━━━━━ Data for this exercise ━━━━━
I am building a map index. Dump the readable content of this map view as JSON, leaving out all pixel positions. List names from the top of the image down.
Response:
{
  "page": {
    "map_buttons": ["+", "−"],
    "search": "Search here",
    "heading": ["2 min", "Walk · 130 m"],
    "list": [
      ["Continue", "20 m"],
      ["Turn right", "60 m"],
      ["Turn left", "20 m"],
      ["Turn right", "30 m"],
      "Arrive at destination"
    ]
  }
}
━━━━━
━━━━━ Data for this exercise ━━━━━
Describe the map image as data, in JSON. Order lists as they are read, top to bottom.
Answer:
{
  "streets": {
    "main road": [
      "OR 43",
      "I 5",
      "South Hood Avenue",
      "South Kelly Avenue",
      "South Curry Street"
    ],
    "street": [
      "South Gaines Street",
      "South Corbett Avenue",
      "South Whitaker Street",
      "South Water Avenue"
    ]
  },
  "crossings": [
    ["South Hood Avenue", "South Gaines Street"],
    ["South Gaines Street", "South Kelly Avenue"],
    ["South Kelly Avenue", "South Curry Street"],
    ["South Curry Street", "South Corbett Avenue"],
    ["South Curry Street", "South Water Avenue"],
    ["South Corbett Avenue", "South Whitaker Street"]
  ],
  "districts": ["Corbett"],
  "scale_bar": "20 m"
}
━━━━━
Aim of the task
Look through the listing above. Pick out each line with "image" and copy it.

Task result
I am building a map index. Dump the readable content of this map view as JSON, leaving out all pixel positions. List names from the top of the image down.
Describe the map image as data, in JSON. Order lists as they are read, top to bottom.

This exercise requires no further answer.